Я опять собиралась прыгнуть с балкона.
В общем, дело ясное: я быстрее поддаюсь черным мыслям и теряю над собой контроль, когда не пишу.
Получается, что писать все равно лучше. А еще я скучаю по Солнышку, моему другу-хранителю. Думаю, сейчас допишу это и сочиню главку, в которой Сатана опять берет ее за жабры, мягко выражаясь. И все же приятно убедиться, что проблема не в том, что я веду дневник. И что мою писанину, наоборот, отчасти можно считать поиском выхода. Если выход вообще есть.
За десять последних дней произошли два достойных записи события.
Я купила себе пазл. И встретила Констанцию с психогейром.
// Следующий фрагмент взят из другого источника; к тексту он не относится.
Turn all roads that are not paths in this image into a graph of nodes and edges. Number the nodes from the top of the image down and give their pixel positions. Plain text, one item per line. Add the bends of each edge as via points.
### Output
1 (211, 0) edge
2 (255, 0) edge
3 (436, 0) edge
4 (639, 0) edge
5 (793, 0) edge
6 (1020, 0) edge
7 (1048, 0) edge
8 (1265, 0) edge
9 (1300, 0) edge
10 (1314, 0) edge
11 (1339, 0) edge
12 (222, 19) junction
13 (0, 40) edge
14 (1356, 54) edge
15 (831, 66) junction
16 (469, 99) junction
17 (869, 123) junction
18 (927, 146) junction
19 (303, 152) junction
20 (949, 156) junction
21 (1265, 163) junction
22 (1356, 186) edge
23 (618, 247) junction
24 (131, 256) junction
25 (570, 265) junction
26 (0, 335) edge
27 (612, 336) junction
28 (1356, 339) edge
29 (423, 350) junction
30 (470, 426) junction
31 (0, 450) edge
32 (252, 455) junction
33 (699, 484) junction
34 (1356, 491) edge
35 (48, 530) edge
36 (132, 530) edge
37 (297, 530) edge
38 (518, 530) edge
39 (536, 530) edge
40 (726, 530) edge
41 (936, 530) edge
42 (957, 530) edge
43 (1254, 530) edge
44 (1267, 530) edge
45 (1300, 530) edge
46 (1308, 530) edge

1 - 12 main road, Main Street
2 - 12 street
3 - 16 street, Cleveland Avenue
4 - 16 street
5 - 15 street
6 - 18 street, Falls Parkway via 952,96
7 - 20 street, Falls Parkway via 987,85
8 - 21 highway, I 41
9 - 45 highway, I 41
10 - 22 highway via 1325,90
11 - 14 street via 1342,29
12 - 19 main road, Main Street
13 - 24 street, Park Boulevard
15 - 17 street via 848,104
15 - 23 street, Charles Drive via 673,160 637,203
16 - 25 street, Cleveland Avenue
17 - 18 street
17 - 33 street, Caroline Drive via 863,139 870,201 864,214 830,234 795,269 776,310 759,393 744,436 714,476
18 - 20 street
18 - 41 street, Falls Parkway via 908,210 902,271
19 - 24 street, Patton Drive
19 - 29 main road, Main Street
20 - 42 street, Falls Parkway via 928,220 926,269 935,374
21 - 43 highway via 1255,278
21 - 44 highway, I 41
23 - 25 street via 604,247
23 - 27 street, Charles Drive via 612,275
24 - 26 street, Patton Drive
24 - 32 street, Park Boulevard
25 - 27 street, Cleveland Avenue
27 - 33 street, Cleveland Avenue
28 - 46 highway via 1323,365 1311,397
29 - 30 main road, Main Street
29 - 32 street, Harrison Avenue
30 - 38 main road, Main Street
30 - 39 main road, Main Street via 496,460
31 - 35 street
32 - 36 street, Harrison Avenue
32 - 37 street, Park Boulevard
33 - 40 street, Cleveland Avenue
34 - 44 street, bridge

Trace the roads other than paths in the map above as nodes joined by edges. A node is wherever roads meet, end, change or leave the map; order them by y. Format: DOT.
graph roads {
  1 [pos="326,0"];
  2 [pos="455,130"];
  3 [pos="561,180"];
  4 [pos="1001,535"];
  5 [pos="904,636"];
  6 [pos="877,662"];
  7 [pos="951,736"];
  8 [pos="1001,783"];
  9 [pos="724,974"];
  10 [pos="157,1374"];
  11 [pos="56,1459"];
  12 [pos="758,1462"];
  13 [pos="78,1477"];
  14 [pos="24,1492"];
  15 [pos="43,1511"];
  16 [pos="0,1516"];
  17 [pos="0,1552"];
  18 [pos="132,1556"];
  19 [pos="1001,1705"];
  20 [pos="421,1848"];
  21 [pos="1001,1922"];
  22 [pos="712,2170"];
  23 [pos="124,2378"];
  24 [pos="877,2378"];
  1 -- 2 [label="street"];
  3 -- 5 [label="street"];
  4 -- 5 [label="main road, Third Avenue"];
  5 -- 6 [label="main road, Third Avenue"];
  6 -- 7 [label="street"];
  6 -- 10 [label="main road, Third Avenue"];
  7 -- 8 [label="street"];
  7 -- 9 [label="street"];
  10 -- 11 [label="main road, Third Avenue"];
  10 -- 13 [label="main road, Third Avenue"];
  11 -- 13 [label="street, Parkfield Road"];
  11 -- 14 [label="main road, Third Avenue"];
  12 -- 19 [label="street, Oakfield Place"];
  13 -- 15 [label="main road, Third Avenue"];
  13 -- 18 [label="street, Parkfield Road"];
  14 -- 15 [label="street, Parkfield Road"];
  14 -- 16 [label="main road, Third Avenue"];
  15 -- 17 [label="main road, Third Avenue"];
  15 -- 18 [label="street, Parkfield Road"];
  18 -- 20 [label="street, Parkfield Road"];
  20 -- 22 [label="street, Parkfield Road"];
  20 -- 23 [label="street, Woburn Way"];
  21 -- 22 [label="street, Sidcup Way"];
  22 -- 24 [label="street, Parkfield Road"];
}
Сначала о пазле. Я нашла его в игрушечном магазине в новом торговом центре у пляжа в Маспаломасе. В нем тысяча кусочков, а картинка — фотография двух раскормленных маленьких близнецов в костюмах белочек. Они сидят друг против друга и с опасливым изумлением смотрят в объектив. Костюмы белочек большие, мягкие, с огромными хвостами, которые поднимаются вдоль спин, а потом изгибаются и картинно висят. Брюшки белок и внутренние стороны больших ушей светлые, а все остальное из светло-коричневого искусственного меха. Чудовищная фотография, которую мог сделать только шизофреник. Короче, я купила этот тоскливо-коричневый жуткий пазл, потому что собрать его будет адской мукой. А я как раз ищу ада. Отдала за него десять евро. Дешевле ада не найдешь.
Констанцию и психогейра я встретила вчера. После завтрака я добежала до цивильных нудистов и взяла напрокат шезлонг и зонтик. Пенсионеры были уже на местах со своими огромными, как дом, животами и сиськами. Такие все мягкие и симпатичные. Как плюшевые мишки. И цвета такого же. Я лежала, слушала, как они болтают по-немецки, и мечтала, чтобы они обратили на меня внимание, пожалели, погладили по головке. До меня вдруг дошло, что я давно не плакала и что на самом деле мне все время хочется плакать. Даже не знаю, почему я перестала это делать, слишком уныло, наверно, плакать, когда один. Смысл слез в том, чтобы тебя утешали. С плюшевыми пенсионерами поплакать самое то, прикинула я и заревела, я рыдала все громче и сильнее, меня даже стало трясти от рыданий, и две ближайшие бабушки подошли и спросили по-немецки, что со мной не так, и я выдавила из себя «alles, alles не так» — и зарыдала еще пуще, и самая коричневая и самая плюшевая бабушка села на краешек моего лежака и сделала то, чего мне так от нее хотелось: шикнула на своего мужа, гундевшего, что это не ее дело, и нашептывала мне «mein kind, mein kind», пока я не заснула.